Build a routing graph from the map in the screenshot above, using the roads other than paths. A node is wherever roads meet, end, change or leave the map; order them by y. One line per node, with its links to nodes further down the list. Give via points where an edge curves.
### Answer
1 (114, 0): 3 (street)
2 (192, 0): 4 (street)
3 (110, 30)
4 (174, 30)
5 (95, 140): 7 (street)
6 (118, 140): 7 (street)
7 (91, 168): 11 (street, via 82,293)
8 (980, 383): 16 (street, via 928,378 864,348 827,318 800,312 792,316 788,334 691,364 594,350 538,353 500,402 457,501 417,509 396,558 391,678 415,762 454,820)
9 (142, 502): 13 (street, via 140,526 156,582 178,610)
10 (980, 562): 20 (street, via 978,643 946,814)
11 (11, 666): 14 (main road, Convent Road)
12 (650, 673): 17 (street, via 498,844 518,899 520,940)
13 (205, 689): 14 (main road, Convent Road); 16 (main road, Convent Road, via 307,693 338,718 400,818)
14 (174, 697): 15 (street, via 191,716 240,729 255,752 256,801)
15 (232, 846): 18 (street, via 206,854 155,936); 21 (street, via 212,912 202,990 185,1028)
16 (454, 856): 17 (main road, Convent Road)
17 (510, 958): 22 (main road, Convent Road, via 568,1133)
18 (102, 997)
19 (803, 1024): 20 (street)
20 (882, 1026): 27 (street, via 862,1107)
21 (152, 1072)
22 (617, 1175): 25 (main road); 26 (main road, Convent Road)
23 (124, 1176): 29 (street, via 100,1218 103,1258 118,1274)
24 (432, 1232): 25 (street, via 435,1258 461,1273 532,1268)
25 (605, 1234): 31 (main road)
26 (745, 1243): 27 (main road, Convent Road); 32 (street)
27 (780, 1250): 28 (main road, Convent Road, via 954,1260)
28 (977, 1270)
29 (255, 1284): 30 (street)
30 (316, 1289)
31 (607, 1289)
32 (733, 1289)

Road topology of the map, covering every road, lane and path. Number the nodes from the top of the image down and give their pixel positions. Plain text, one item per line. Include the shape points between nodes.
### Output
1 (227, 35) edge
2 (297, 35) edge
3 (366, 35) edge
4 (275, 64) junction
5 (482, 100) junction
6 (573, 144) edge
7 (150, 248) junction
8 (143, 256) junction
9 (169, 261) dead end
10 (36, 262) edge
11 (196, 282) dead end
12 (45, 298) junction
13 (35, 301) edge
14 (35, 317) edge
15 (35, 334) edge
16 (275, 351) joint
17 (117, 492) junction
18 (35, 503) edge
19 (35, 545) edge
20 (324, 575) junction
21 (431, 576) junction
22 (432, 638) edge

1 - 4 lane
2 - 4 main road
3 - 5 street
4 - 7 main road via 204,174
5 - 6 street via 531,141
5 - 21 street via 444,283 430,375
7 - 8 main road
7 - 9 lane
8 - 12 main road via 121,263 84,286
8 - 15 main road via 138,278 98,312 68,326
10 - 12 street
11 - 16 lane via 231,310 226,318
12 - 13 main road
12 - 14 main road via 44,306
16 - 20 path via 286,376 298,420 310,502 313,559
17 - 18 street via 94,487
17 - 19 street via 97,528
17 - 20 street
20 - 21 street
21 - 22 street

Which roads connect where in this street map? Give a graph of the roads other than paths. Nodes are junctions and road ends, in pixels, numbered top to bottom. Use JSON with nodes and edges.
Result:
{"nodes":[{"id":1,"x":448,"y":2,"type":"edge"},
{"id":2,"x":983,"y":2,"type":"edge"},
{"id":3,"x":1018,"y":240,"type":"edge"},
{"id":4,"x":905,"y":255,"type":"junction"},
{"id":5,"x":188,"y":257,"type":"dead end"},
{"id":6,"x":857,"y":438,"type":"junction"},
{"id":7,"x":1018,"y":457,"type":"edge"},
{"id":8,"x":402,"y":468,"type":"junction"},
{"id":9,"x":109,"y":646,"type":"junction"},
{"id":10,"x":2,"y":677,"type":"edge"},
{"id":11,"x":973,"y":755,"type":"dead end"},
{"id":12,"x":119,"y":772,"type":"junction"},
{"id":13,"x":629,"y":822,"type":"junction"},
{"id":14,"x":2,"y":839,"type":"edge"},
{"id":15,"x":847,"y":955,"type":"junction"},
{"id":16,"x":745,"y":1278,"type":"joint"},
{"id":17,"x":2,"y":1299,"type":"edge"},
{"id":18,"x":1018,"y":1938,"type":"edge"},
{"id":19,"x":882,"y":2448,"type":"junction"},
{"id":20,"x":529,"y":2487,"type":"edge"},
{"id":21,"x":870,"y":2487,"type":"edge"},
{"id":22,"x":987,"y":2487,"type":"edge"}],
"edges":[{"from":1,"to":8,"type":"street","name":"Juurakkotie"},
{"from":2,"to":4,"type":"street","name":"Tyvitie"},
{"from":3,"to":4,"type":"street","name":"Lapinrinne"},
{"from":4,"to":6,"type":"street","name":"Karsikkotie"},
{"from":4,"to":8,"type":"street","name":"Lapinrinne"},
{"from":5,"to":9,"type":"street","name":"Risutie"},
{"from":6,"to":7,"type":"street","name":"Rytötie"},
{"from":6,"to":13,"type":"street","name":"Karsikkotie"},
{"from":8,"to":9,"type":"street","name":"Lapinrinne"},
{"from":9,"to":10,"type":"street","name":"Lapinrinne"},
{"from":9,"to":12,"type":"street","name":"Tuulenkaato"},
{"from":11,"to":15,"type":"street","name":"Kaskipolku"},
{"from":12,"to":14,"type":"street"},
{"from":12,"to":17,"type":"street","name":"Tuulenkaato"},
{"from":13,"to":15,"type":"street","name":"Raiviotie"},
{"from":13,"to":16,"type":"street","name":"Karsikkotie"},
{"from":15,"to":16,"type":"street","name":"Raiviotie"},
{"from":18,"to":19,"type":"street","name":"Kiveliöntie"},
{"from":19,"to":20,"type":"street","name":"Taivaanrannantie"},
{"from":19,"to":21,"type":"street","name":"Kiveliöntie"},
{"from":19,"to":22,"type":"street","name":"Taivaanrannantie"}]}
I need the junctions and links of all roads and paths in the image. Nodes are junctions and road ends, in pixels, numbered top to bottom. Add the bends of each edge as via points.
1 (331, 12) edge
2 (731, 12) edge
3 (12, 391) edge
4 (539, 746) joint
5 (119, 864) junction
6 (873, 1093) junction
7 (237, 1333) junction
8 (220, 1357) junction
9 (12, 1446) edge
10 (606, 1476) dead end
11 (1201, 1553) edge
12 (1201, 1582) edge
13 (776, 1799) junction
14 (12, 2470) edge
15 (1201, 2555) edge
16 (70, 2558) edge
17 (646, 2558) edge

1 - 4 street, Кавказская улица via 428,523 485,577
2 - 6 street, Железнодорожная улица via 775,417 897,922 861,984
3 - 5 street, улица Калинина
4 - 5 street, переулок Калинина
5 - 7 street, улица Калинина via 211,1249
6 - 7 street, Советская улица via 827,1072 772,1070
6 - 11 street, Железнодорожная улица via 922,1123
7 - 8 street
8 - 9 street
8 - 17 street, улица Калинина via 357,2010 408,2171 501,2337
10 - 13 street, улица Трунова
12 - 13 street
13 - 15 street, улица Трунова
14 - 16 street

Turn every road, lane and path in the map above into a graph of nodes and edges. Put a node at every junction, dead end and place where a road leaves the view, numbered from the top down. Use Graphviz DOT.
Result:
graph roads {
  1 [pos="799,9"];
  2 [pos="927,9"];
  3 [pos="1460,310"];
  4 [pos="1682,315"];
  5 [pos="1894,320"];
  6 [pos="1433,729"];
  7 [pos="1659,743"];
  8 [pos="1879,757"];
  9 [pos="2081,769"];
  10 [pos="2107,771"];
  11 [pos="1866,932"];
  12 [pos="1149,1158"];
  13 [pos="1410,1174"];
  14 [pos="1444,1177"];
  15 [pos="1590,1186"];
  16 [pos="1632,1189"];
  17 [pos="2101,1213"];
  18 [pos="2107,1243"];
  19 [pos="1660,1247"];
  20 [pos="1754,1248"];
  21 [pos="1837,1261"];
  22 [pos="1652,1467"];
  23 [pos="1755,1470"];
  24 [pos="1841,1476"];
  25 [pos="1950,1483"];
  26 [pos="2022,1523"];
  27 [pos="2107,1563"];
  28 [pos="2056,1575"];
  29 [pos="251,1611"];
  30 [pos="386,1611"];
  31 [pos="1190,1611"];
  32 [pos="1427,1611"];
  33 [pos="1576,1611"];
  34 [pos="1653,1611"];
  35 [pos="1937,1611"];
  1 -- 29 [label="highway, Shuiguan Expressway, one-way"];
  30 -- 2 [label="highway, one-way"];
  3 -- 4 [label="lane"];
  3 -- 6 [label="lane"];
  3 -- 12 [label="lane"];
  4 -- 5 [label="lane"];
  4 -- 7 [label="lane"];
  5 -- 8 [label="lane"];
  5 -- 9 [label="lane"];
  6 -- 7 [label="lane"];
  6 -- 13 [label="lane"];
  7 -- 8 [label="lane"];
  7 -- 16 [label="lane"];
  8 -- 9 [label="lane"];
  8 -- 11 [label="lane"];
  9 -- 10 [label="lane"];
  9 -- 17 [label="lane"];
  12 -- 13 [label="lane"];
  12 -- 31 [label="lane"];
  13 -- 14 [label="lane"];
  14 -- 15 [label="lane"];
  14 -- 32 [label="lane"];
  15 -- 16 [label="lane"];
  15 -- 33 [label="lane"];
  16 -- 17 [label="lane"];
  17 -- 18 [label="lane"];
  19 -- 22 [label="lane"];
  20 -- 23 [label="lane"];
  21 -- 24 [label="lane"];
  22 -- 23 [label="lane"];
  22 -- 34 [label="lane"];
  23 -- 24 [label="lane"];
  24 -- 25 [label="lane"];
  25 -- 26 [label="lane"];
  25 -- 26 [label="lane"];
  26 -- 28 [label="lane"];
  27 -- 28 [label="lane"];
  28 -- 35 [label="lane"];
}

■ Task prompt
Find how many lines of the listing hold "Taivaanrannantie" and give the number by itself.

■ Answer space
2